While analysts expect to see further easing of liquidity and funding with improvement in asset quality metrics in 2018, there is a likely spike in cost of risk across the board due to factors other than new loan impairments.

“We think that GCC banks’ cost of risk will increase in 2018 because of the adoption of IFRS 9. However, we think that the general provisions that GCC banks have accumulated over the years will help a smooth transition to the new accounting standard and the capitalisation is strong and banks have capacity to absorb mild increase in losses,” said Mohammad Damak, Senior Director, Financial Services at S&P Global Ratings.

The slowdown in economic activity over the past two years only resulted in a slight increase in nonperforming loans (NPLs). Going forward analysts expect NPL ratios to deteriorate further during the first six months of this year and progressively stabilise.

“We expect NPL ratios to continue to deteriorate in the next six months and then progressively stabilise, mirroring the stabilisation of the GCC countries’ real economy. Our expectation discounts any unexpected materialisation of geopolitical risk or any other shock in the commodities market. Overall, we do not expect the NPL ratio to exceed 5 per cent in the next 12-24 months,” Damak said.

Last year the increase in the annualised cost of risk was contained at 1.2 per cent for rated GCC banks, compared with 1 per cent in 2016. S&P expects a marginal increase in cost of risk this year.

The 2017 saw a slight improvement in rated GCC banks’ profitability, but analysts don’t think this situation will last. Some of the improvement is due to increasing amounts of earnings-generating assets and slightly higher interest margins. Banks have deployed their excess liquidity in government bonds, which earn more than either deposits with central banks or cash.

Improving local liquidity and the increase in the Federal Reserve’s interest rates, which local authorities (with the exception of Kuwait) mirrored to a slightly higher average interest margin in 2017.

Analysts think that GCC banks’ profitability will stabilise at a lower level than historically, underpinned by an increased cost of risk and the introduction of value-added tax (VAT). Loan-to-deposit ratios have been on an improving trend over the past 12 months, meaning that deployment of funds rather than lack of liquidity is the new theme amid slowing credit demand.

Growth in private-sector lending continued to drop and reached an annualised 2.6 per cent on average in the first nine months of 2017, compared with 5.7 per cent in 2016.

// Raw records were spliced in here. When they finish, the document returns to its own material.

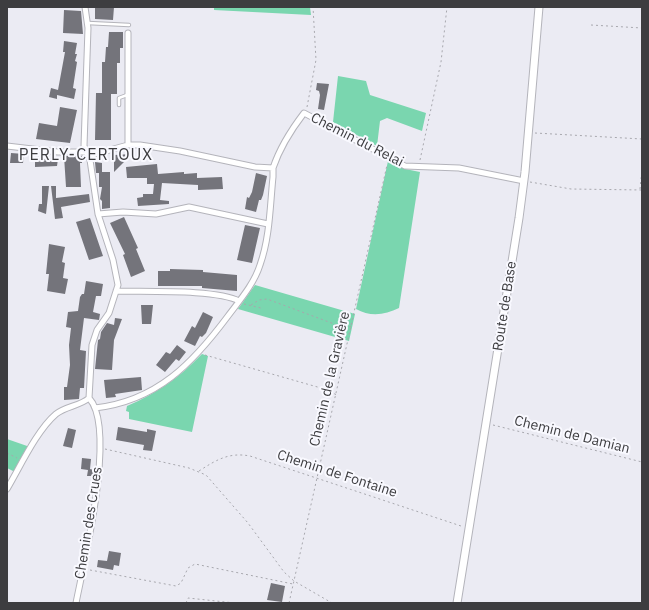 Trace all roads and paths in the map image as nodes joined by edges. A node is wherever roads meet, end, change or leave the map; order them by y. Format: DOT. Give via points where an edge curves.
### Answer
graph roads {
  1 [pos="85,7"];
  2 [pos="312,7"];
  3 [pos="447,7"];
  4 [pos="539,7"];
  5 [pos="87,23"];
  6 [pos="129,25"];
  7 [pos="591,25"];
  8 [pos="642,28"];
  9 [pos="128,33"];
  10 [pos="128,95"];
  11 [pos="119,105"];
  12 [pos="304,113"];
  13 [pos="529,132"];
  14 [pos="642,139"];
  15 [pos="128,145"];
  16 [pos="7,146"];
  17 [pos="87,154"];
  18 [pos="389,158"];
  19 [pos="419,167"];
  20 [pos="273,168"];
  21 [pos="642,170"];
  22 [pos="524,181"];
  23 [pos="641,190"];
  24 [pos="98,214"];
  25 [pos="268,224"];
  26 [pos="116,291"];
  27 [pos="239,301"];
  28 [pos="251,306"];
  29 [pos="261,308"];
  30 [pos="353,326"];
  31 [pos="198,353"];
  32 [pos="337,395"];
  33 [pos="89,398"];
  34 [pos="95,408"];
  35 [pos="497,426"];
  36 [pos="100,448"];
  37 [pos="7,453"];
  38 [pos="23,462"];
  39 [pos="642,462"];
  40 [pos="199,471"];
  41 [pos="318,479"];
  42 [pos="7,489"];
  43 [pos="470,529"];
  44 [pos="83,568"];
  45 [pos="294,582"];
  46 [pos="294,584"];
  47 [pos="76,603"];
  48 [pos="186,603"];
  49 [pos="235,603"];
  50 [pos="289,603"];
  51 [pos="332,603"];
  52 [pos="457,603"];
  1 -- 5 [label="street"];
  2 -- 12 [label="path" via="315,70"];
  3 -- 19 [label="path" via="441,62"];
  4 -- 13 [label="main road, Route de Base"];
  5 -- 6 [label="lane"];
  5 -- 17 [label="street" via="84,146"];
  7 -- 8 [label="path"];
  9 -- 10 [label="street"];
  10 -- 11 [label="lane" via="122,95"];
  10 -- 15 [label="street"];
  12 -- 18 [label="street, Chemin du Relai"];
  12 -- 20 [label="street, Chemin du Relai" via="286,138"];
  13 -- 14 [label="path"];
  13 -- 22 [label="main road, Route de Base"];
  15 -- 17 [label="street"];
  15 -- 20 [label="street" via="180,151 255,167"];
  16 -- 17 [label="street"];
  17 -- 24 [label="street"];
  18 -- 19 [label="street, Chemin du Relai" via="405,166"];
  18 -- 30 [label="path, Chemin de la Gravière"];
  19 -- 22 [label="street, Chemin du Relai" via="459,168"];
  20 -- 25 [label="street"];
  21 -- 23 [label="path"];
  22 -- 23 [label="path" via="571,189"];
  22 -- 43 [label="main road, Route de Base"];
  24 -- 25 [label="street" via="156,214 189,207"];
  24 -- 26 [label="street" via="115,265 118,285"];
  25 -- 27 [label="street" via="260,266"];
  26 -- 27 [label="street" via="202,294"];
  26 -- 33 [label="street" via="109,313 97,330 92,345"];
  27 -- 28 [label="path"];
  27 -- 31 [label="street"];
  28 -- 29 [label="path"];
  28 -- 30 [label="path" via="259,300 267,299 345,328"];
  30 -- 32 [label="path, Chemin de la Gravière"];
  31 -- 32 [label="path"];
  31 -- 34 [label="street" via="183,368 146,394 112,406"];
  32 -- 41 [label="path, Chemin de la Gravière"];
  33 -- 34 [label="street, Chemin des Crues"];
  33 -- 38 [label="street" via="52,417"];
  34 -- 36 [label="street, Chemin des Crues"];
  35 -- 39 [label="path, Chemin de Damian"];
  36 -- 40 [label="path"];
  36 -- 44 [label="street, Chemin des Crues" via="96,497"];
  37 -- 38 [label="path"];
  38 -- 42 [label="street"];
  40 -- 41 [label="path, Chemin de Fontaine" via="222,457 239,454"];
  40 -- 45 [label="path" via="214,482 248,523 278,566"];
  41 -- 43 [label="path, Chemin de Fontaine"];
  41 -- 45 [label="path, Chemin de la Gravière"];
  43 -- 52 [label="main road, Route de Base"];
  44 -- 46 [label="path" via="176,586 181,583 188,568 195,564"];
  44 -- 47 [label="street, Chemin des Crues"];
  45 -- 46 [label="path, Chemin de la Gravière"];
  45 -- 51 [label="path"];
  46 -- 50 [label="path, Chemin de la Gravière"];
  48 -- 49 [label="path" via="188,598"];
} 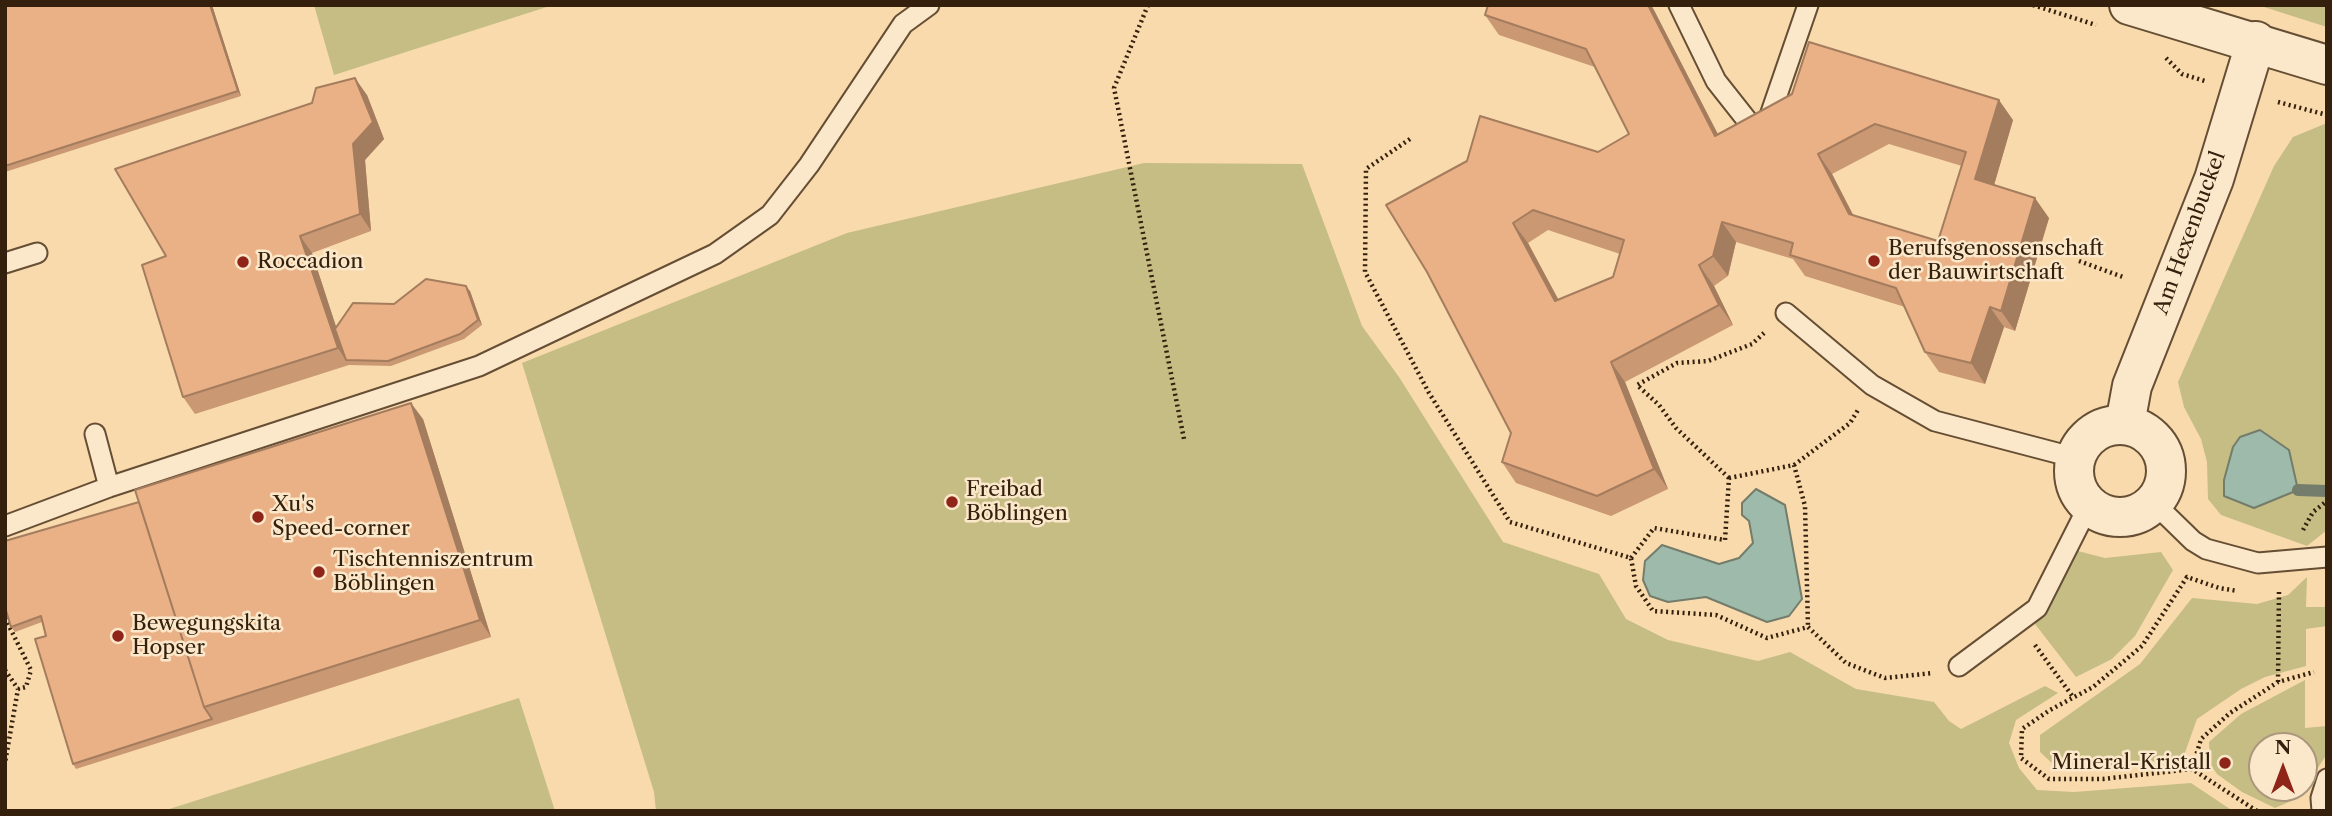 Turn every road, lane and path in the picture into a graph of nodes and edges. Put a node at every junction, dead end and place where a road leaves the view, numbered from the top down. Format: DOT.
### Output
graph roads {
  1 [pos="929,5"];
  2 [pos="1149,5"];
  3 [pos="1679,5"];
  4 [pos="1808,5"];
  5 [pos="2129,5"];
  6 [pos="2256,41"];
  7 [pos="2327,65"];
  8 [pos="2311,112"];
  9 [pos="2327,114"];
  10 [pos="1410,139"];
  11 [pos="37,253"];
  12 [pos="2079,261"];
  13 [pos="5,263"];
  14 [pos="2123,277"];
  15 [pos="1786,313"];
  16 [pos="1850,423"];
  17 [pos="2125,424"];
  18 [pos="95,434"];
  19 [pos="1184,439"];
  20 [pos="2076,458"];
  21 [pos="1794,465"];
  22 [pos="1729,478"];
  23 [pos="109,487"];
  24 [pos="2327,501"];
  25 [pos="2154,503"];
  26 [pos="2089,505"];
  27 [pos="2313,512"];
  28 [pos="5,526"];
  29 [pos="2327,557"];
  30 [pos="1631,558"];
  31 [pos="2269,588"];
  32 [pos="2249,592"];
  33 [pos="5,618"];
  34 [pos="2018,622"];
  35 [pos="1808,627"];
  36 [pos="1959,666"];
  37 [pos="5,670"];
  38 [pos="2314,672"];
  39 [pos="2278,682"];
  40 [pos="19,689"];
  41 [pos="2073,698"];
  42 [pos="5,763"];
  43 [pos="2192,769"];
  44 [pos="2327,779"];
  45 [pos="2257,811"];
  46 [pos="2322,811"];
  1 -- 23 [label="lane"];
  2 -- 19 [label="path"];
  3 -- 4 [label="lane"];
  5 -- 6 [label="street"];
  6 -- 7 [label="street"];
  6 -- 17 [label="street, Am Hexenbuckel"];
  8 -- 9 [label="path"];
  10 -- 30 [label="path"];
  11 -- 13 [label="lane"];
  12 -- 14 [label="path"];
  15 -- 20 [label="lane"];
  15 -- 22 [label="path"];
  16 -- 21 [label="path"];
  17 -- 20 [label="street"];
  17 -- 25 [label="street"];
  18 -- 23 [label="lane"];
  20 -- 26 [label="street"];
  21 -- 22 [label="path"];
  21 -- 35 [label="path"];
  22 -- 30 [label="path"];
  23 -- 28 [label="lane"];
  24 -- 27 [label="path"];
  25 -- 26 [label="street"];
  25 -- 29 [label="lane"];
  26 -- 34 [label="lane"];
  30 -- 35 [label="path"];
  31 -- 39 [label="path"];
  32 -- 41 [label="path"];
  33 -- 40 [label="path"];
  34 -- 36 [label="lane"];
  34 -- 41 [label="path"];
  35 -- 36 [label="path"];
  37 -- 40 [label="path"];
  38 -- 39 [label="path"];
  39 -- 43 [label="path"];
  40 -- 42 [label="path"];
  41 -- 43 [label="path"];
  43 -- 45 [label="path"];
  44 -- 46 [label="lane"];
}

“In 2018-2019, we expect this situation to continue due to reduced government spending (except in Kuwait). We expect private-sector lending growth to reach 3 to 4 per cent in 2018-2019, supported by strategic initiatives such as the Dubai Expo 2020, Saudi Vision 2030, the World Cup 2022 in Qatar, and higher government spending in Kuwait led by Kuwait 2035, a long-term development plan announced in early 2017,” Damak said.

Loan demand is also negatively impacted by subsidy cuts and VAT implementation in the UAE and Saudi Arabia. These measures are expected to dent consumer disposable income and demand. This will weaken the performance of consumer loans and of retail and commercial industries.

A gradual rebound in economic activity means lower growth opportunities for GCC banks. While the overall funding profiles have improved with abundance of liquidity in the banking systems, banks will find deployment of liquidity challenging and the overall loan growth in the region is expected to average 3 to 4 per cent next year. Going forward, banks are expected to see weaker top-line growth as banks are prioritising quality over quantity.